**Exercise aim**
An exact copy of the data is required. No picture may appear in it.
________________
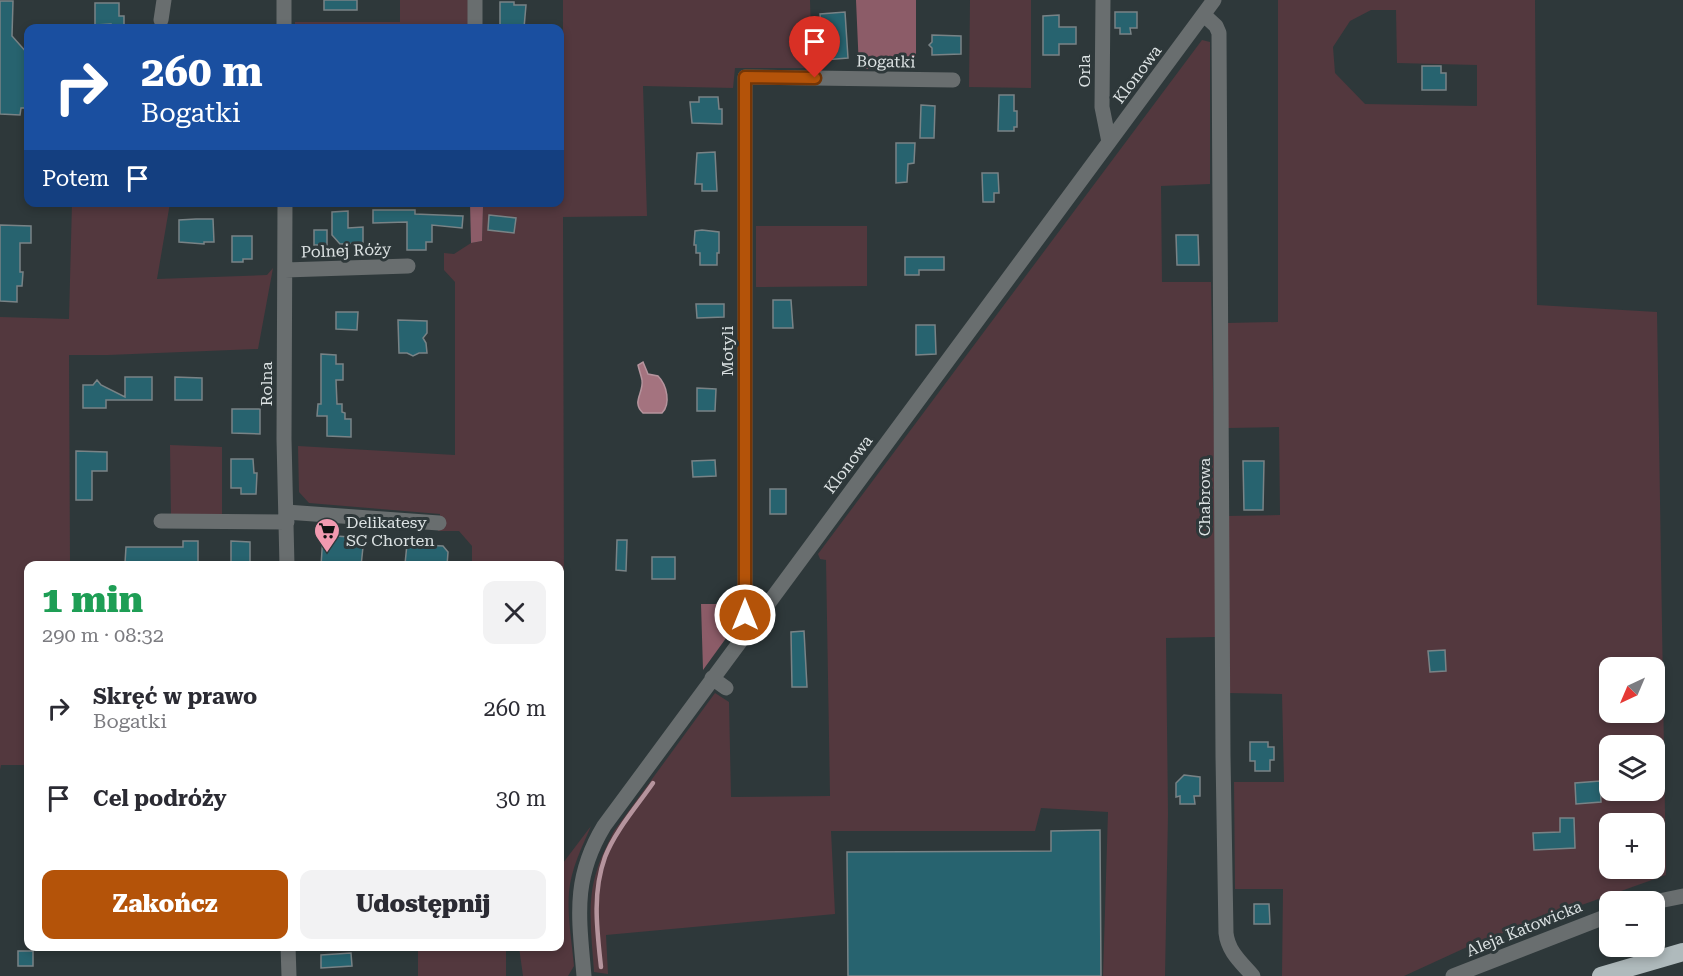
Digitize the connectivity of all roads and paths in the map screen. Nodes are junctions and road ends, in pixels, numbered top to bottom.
1 (164, 0) edge
2 (284, 0) edge
3 (475, 0) edge
4 (1103, 0) edge
5 (1214, 0) edge
6 (1204, 15) junction
7 (161, 21) dead end
8 (284, 24) edge
9 (474, 24) edge
10 (745, 77) joint
11 (954, 80) dead end
12 (1109, 142) junction
13 (285, 207) edge
14 (408, 266) dead end
15 (285, 270) junction
16 (287, 517) junction
17 (161, 521) dead end
18 (439, 523) dead end
19 (287, 561) edge
20 (752, 623) junction
21 (712, 678) junction
22 (726, 688) dead end
23 (1683, 896) edge
24 (1665, 900) edge
25 (1599, 919) edge
26 (288, 951) edge
27 (1683, 952) edge
28 (289, 976) edge
29 (584, 976) edge
30 (1253, 976) edge
31 (1453, 976) edge
32 (1601, 976) edge

1 - 7 street
2 - 8 street
3 - 9 street
4 - 12 street, Orla
5 - 6 street, Klonowa
6 - 12 street, Klonowa
6 - 30 street, Chabrowa
10 - 11 street, Bogatki
10 - 20 street, Motyli
12 - 20 street, Klonowa
13 - 15 street, Rolna
14 - 15 street, Polnej Róży
15 - 16 street, Rolna
16 - 17 street
16 - 18 street
16 - 19 street, Rolna
20 - 21 street, Klonowa
21 - 22 street
21 - 29 street, Klonowa
23 - 24 street
25 - 31 street, Aleja Katowicka
26 - 28 street
27 - 32 highway

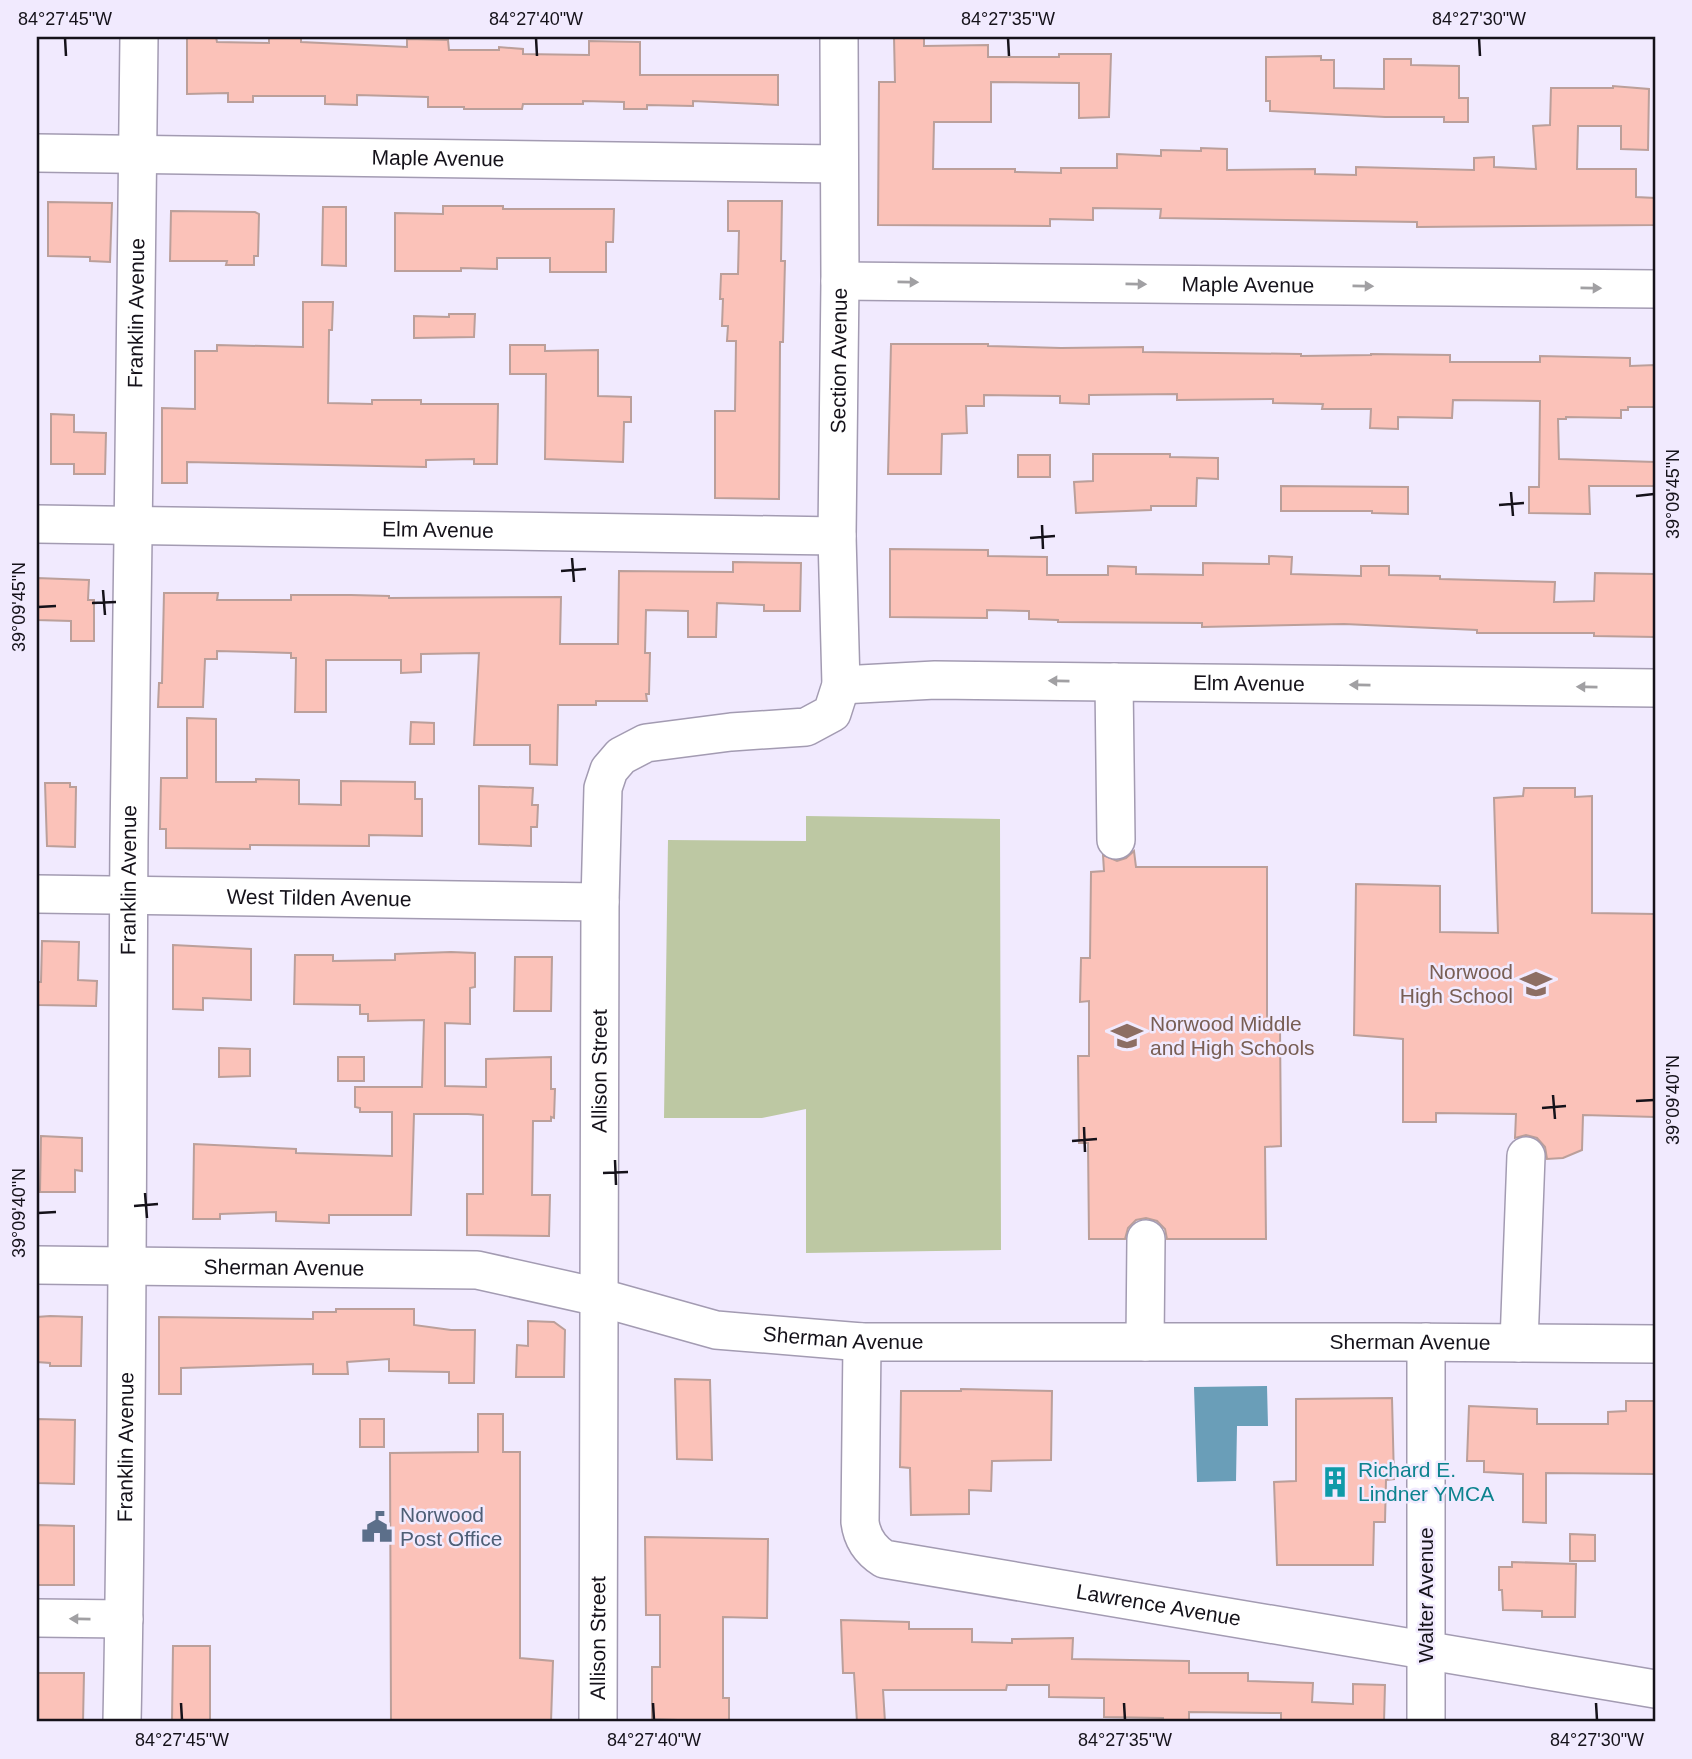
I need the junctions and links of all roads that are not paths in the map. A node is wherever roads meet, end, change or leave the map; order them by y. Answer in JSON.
{"nodes":[{"id":1,"x":839,"y":37,"type":"edge"},
{"id":2,"x":137,"y":38,"type":"edge"},
{"id":3,"x":37,"y":153,"type":"edge"},
{"id":4,"x":139,"y":155,"type":"junction"},
{"id":5,"x":838,"y":164,"type":"junction"},
{"id":6,"x":840,"y":281,"type":"junction"},
{"id":7,"x":1655,"y":289,"type":"edge"},
{"id":8,"x":37,"y":524,"type":"edge"},
{"id":9,"x":132,"y":526,"type":"junction"},
{"id":10,"x":837,"y":536,"type":"junction"},
{"id":11,"x":1114,"y":682,"type":"junction"},
{"id":12,"x":841,"y":685,"type":"junction"},
{"id":13,"x":1655,"y":688,"type":"edge"},
{"id":14,"x":1116,"y":840,"type":"dead end"},
{"id":15,"x":37,"y":894,"type":"edge"},
{"id":16,"x":129,"y":895,"type":"junction"},
{"id":17,"x":600,"y":902,"type":"junction"},
{"id":18,"x":1526,"y":1156,"type":"dead end"},
{"id":19,"x":1146,"y":1239,"type":"dead end"},
{"id":20,"x":37,"y":1265,"type":"edge"},
{"id":21,"x":128,"y":1267,"type":"junction"},
{"id":22,"x":598,"y":1297,"type":"junction"},
{"id":23,"x":862,"y":1342,"type":"junction"},
{"id":24,"x":1145,"y":1342,"type":"junction"},
{"id":25,"x":1426,"y":1342,"type":"junction"},
{"id":26,"x":1519,"y":1343,"type":"junction"},
{"id":27,"x":1655,"y":1344,"type":"edge"},
{"id":28,"x":37,"y":1618,"type":"edge"},
{"id":29,"x":124,"y":1619,"type":"junction"},
{"id":30,"x":1425,"y":1651,"type":"junction"},
{"id":31,"x":1655,"y":1689,"type":"edge"},
{"id":32,"x":122,"y":1722,"type":"edge"},
{"id":33,"x":598,"y":1722,"type":"edge"},
{"id":34,"x":1426,"y":1722,"type":"edge"}],
"edges":[{"from":1,"to":5,"type":"street","name":"Section Avenue"},
{"from":2,"to":4,"type":"street","name":"Franklin Avenue"},
{"from":3,"to":4,"type":"street","name":"Maple Avenue"},
{"from":4,"to":5,"type":"street","name":"Maple Avenue"},
{"from":4,"to":9,"type":"street","name":"Franklin Avenue"},
{"from":5,"to":6,"type":"street","name":"Section Avenue"},
{"from":6,"to":7,"type":"street","name":"Maple Avenue","one_way":true},
{"from":6,"to":10,"type":"street","name":"Section Avenue"},
{"from":8,"to":9,"type":"street","name":"Elm Avenue"},
{"from":9,"to":10,"type":"street","name":"Elm Avenue"},
{"from":9,"to":16,"type":"street","name":"Franklin Avenue"},
{"from":10,"to":12,"type":"street","name":"Section Avenue"},
{"from":11,"to":12,"type":"street","name":"Elm Avenue","one_way":true},
{"from":13,"to":11,"type":"street","name":"Elm Avenue","one_way":true},
{"from":11,"to":14,"type":"street"},
{"from":12,"to":17,"type":"street","name":"Allison Street"},
{"from":15,"to":16,"type":"street","name":"West Tilden Avenue"},
{"from":16,"to":17,"type":"street","name":"West Tilden Avenue"},
{"from":16,"to":21,"type":"street","name":"Franklin Avenue"},
{"from":17,"to":22,"type":"street","name":"Allison Street"},
{"from":18,"to":26,"type":"street"},
{"from":19,"to":24,"type":"street"},
{"from":20,"to":21,"type":"street","name":"Sherman Avenue"},
{"from":21,"to":22,"type":"street","name":"Sherman Avenue"},
{"from":21,"to":29,"type":"street","name":"Franklin Avenue"},
{"from":22,"to":23,"type":"street","name":"Sherman Avenue"},
{"from":22,"to":33,"type":"street","name":"Allison Street"},
{"from":23,"to":24,"type":"street","name":"Sherman Avenue"},
{"from":23,"to":30,"type":"street","name":"Lawrence Avenue"},
{"from":24,"to":25,"type":"street","name":"Sherman Avenue"},
{"from":25,"to":26,"type":"street","name":"Sherman Avenue"},
{"from":25,"to":30,"type":"street","name":"Walter Avenue"},
{"from":26,"to":27,"type":"street","name":"Sherman Avenue"},
{"from":29,"to":28,"type":"street","one_way":true},
{"from":29,"to":32,"type":"street","name":"Franklin Avenue"},
{"from":30,"to":31,"type":"street","name":"Lawrence Avenue"},
{"from":30,"to":34,"type":"street","name":"Walter Avenue"}]}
________________
**Exercise answer**
Digitize the connectivity of all roads and paths in the map screen. Nodes are junctions and road ends, in pixels, numbered top to bottom.
1 (164, 0) edge
2 (284, 0) edge
3 (475, 0) edge
4 (1103, 0) edge
5 (1214, 0) edge
6 (1204, 15) junction
7 (161, 21) dead end
8 (284, 24) edge
9 (474, 24) edge
10 (745, 77) joint
11 (954, 80) dead end
12 (1109, 142) junction
13 (285, 207) edge
14 (408, 266) dead end
15 (285, 270) junction
16 (287, 517) junction
17 (161, 521) dead end
18 (439, 523) dead end
19 (287, 561) edge
20 (752, 623) junction
21 (712, 678) junction
22 (726, 688) dead end
23 (1683, 896) edge
24 (1665, 900) edge
25 (1599, 919) edge
26 (288, 951) edge
27 (1683, 952) edge
28 (289, 976) edge
29 (584, 976) edge
30 (1253, 976) edge
31 (1453, 976) edge
32 (1601, 976) edge

1 - 7 street
2 - 8 street
3 - 9 street
4 - 12 street, Orla
5 - 6 street, Klonowa
6 - 12 street, Klonowa
6 - 30 street, Chabrowa
10 - 11 street, Bogatki
10 - 20 street, Motyli
12 - 20 street, Klonowa
13 - 15 street, Rolna
14 - 15 street, Polnej Róży
15 - 16 street, Rolna
16 - 17 street
16 - 18 street
16 - 19 street, Rolna
20 - 21 street, Klonowa
21 - 22 street
21 - 29 street, Klonowa
23 - 24 street
25 - 31 street, Aleja Katowicka
26 - 28 street
27 - 32 highway

I need the junctions and links of all roads that are not paths in the map. A node is wherever roads meet, end, change or leave the map; order them by y. Answer in JSON.
{"nodes":[{"id":1,"x":839,"y":37,"type":"edge"},
{"id":2,"x":137,"y":38,"type":"edge"},
{"id":3,"x":37,"y":153,"type":"edge"},
{"id":4,"x":139,"y":155,"type":"junction"},
{"id":5,"x":838,"y":164,"type":"junction"},
{"id":6,"x":840,"y":281,"type":"junction"},
{"id":7,"x":1655,"y":289,"type":"edge"},
{"id":8,"x":37,"y":524,"type":"edge"},
{"id":9,"x":132,"y":526,"type":"junction"},
{"id":10,"x":837,"y":536,"type":"junction"},
{"id":11,"x":1114,"y":682,"type":"junction"},
{"id":12,"x":841,"y":685,"type":"junction"},
{"id":13,"x":1655,"y":688,"type":"edge"},
{"id":14,"x":1116,"y":840,"type":"dead end"},
{"id":15,"x":37,"y":894,"type":"edge"},
{"id":16,"x":129,"y":895,"type":"junction"},
{"id":17,"x":600,"y":902,"type":"junction"},
{"id":18,"x":1526,"y":1156,"type":"dead end"},
{"id":19,"x":1146,"y":1239,"type":"dead end"},
{"id":20,"x":37,"y":1265,"type":"edge"},
{"id":21,"x":128,"y":1267,"type":"junction"},
{"id":22,"x":598,"y":1297,"type":"junction"},
{"id":23,"x":862,"y":1342,"type":"junction"},
{"id":24,"x":1145,"y":1342,"type":"junction"},
{"id":25,"x":1426,"y":1342,"type":"junction"},
{"id":26,"x":1519,"y":1343,"type":"junction"},
{"id":27,"x":1655,"y":1344,"type":"edge"},
{"id":28,"x":37,"y":1618,"type":"edge"},
{"id":29,"x":124,"y":1619,"type":"junction"},
{"id":30,"x":1425,"y":1651,"type":"junction"},
{"id":31,"x":1655,"y":1689,"type":"edge"},
{"id":32,"x":122,"y":1722,"type":"edge"},
{"id":33,"x":598,"y":1722,"type":"edge"},
{"id":34,"x":1426,"y":1722,"type":"edge"}],
"edges":[{"from":1,"to":5,"type":"street","name":"Section Avenue"},
{"from":2,"to":4,"type":"street","name":"Franklin Avenue"},
{"from":3,"to":4,"type":"street","name":"Maple Avenue"},
{"from":4,"to":5,"type":"street","name":"Maple Avenue"},
{"from":4,"to":9,"type":"street","name":"Franklin Avenue"},
{"from":5,"to":6,"type":"street","name":"Section Avenue"},
{"from":6,"to":7,"type":"street","name":"Maple Avenue","one_way":true},
{"from":6,"to":10,"type":"street","name":"Section Avenue"},
{"from":8,"to":9,"type":"street","name":"Elm Avenue"},
{"from":9,"to":10,"type":"street","name":"Elm Avenue"},
{"from":9,"to":16,"type":"street","name":"Franklin Avenue"},
{"from":10,"to":12,"type":"street","name":"Section Avenue"},
{"from":11,"to":12,"type":"street","name":"Elm Avenue","one_way":true},
{"from":13,"to":11,"type":"street","name":"Elm Avenue","one_way":true},
{"from":11,"to":14,"type":"street"},
{"from":12,"to":17,"type":"street","name":"Allison Street"},
{"from":15,"to":16,"type":"street","name":"West Tilden Avenue"},
{"from":16,"to":17,"type":"street","name":"West Tilden Avenue"},
{"from":16,"to":21,"type":"street","name":"Franklin Avenue"},
{"from":17,"to":22,"type":"street","name":"Allison Street"},
{"from":18,"to":26,"type":"street"},
{"from":19,"to":24,"type":"street"},
{"from":20,"to":21,"type":"street","name":"Sherman Avenue"},
{"from":21,"to":22,"type":"street","name":"Sherman Avenue"},
{"from":21,"to":29,"type":"street","name":"Franklin Avenue"},
{"from":22,"to":23,"type":"street","name":"Sherman Avenue"},
{"from":22,"to":33,"type":"street","name":"Allison Street"},
{"from":23,"to":24,"type":"street","name":"Sherman Avenue"},
{"from":23,"to":30,"type":"street","name":"Lawrence Avenue"},
{"from":24,"to":25,"type":"street","name":"Sherman Avenue"},
{"from":25,"to":26,"type":"street","name":"Sherman Avenue"},
{"from":25,"to":30,"type":"street","name":"Walter Avenue"},
{"from":26,"to":27,"type":"street","name":"Sherman Avenue"},
{"from":29,"to":28,"type":"street","one_way":true},
{"from":29,"to":32,"type":"street","name":"Franklin Avenue"},
{"from":30,"to":31,"type":"street","name":"Lawrence Avenue"},
{"from":30,"to":34,"type":"street","name":"Walter Avenue"}]}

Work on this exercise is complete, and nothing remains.